# [PROBLEM TO SOLVE]
Please report how many lines of the listing contain the string "positions", giving the number only.

....

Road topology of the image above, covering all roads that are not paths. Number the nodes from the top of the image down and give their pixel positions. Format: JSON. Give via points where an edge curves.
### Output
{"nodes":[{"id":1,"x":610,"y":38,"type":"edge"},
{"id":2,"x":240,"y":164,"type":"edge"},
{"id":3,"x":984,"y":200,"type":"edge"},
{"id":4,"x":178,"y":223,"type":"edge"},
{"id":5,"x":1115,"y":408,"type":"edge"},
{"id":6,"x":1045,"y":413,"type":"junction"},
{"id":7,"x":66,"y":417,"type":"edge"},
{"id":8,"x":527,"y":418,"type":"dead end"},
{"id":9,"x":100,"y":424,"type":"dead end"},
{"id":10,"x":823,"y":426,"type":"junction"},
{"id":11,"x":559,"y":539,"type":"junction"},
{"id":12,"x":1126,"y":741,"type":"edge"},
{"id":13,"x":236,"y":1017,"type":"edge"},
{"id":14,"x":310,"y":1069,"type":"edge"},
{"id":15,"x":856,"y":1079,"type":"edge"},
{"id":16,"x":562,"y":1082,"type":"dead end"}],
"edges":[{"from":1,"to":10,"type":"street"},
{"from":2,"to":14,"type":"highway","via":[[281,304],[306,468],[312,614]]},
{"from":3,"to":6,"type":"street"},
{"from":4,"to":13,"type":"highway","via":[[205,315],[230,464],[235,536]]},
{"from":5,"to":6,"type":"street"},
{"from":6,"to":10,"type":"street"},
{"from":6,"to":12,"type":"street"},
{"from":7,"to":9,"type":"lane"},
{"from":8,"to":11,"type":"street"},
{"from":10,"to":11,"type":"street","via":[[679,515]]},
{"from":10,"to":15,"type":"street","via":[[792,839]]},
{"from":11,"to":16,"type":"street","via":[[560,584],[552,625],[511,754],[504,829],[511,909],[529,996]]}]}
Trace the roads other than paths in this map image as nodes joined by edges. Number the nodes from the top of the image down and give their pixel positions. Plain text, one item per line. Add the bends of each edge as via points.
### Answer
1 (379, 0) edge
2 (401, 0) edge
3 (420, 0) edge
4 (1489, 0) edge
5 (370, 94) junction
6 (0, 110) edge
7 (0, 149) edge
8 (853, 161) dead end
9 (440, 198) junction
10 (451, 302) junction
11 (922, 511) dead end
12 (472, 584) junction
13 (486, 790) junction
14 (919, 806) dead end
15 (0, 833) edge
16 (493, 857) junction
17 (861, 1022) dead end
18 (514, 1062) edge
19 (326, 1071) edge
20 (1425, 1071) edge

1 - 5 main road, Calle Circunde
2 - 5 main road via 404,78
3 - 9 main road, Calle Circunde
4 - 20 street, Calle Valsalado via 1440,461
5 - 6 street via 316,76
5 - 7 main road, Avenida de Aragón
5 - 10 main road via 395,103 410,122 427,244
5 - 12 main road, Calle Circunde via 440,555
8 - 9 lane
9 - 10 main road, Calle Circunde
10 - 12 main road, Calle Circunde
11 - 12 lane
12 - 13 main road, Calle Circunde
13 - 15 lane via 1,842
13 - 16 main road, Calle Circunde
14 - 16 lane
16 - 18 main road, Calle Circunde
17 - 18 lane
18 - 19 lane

....

# [TASK ANSWER]
2